From the records, pick out and copy each line containing "Extension".
________
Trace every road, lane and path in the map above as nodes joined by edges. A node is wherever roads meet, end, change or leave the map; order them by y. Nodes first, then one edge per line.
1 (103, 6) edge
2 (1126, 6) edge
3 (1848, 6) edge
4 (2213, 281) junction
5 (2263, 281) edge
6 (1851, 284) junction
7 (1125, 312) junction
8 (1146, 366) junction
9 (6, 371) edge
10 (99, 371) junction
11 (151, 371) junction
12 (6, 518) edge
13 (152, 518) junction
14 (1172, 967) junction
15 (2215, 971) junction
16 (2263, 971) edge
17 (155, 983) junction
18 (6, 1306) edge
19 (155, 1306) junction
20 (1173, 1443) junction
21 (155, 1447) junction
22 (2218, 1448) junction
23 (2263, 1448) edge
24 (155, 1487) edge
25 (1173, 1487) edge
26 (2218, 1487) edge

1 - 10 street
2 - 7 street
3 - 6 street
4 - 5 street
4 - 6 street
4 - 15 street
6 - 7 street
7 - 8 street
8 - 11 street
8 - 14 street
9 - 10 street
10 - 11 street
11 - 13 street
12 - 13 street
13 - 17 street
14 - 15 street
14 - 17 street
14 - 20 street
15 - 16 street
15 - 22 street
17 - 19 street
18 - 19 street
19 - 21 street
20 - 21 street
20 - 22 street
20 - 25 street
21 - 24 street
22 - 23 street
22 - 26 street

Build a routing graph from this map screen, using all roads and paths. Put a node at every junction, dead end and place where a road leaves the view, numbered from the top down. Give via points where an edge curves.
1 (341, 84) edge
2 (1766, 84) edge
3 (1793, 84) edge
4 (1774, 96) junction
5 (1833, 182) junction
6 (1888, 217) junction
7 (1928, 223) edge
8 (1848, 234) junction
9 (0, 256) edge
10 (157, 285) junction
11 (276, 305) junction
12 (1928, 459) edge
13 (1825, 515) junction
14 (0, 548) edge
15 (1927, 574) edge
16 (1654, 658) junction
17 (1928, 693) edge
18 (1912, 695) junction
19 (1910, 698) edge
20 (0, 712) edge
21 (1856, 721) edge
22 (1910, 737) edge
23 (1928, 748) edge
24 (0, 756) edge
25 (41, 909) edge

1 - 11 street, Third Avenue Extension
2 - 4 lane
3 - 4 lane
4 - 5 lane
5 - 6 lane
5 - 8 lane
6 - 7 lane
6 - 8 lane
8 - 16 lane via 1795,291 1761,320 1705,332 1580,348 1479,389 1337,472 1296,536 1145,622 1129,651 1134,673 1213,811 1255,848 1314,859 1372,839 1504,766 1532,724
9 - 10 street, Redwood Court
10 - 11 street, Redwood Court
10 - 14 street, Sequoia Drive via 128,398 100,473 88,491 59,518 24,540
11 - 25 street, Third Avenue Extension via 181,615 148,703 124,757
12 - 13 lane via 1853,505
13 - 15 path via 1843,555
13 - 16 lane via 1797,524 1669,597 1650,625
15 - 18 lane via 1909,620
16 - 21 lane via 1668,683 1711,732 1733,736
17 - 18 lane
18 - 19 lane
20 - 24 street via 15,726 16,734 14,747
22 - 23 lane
________
Exercise response:
1 - 11 street, Third Avenue Extension
11 - 25 street, Third Avenue Extension via 181,615 148,703 124,757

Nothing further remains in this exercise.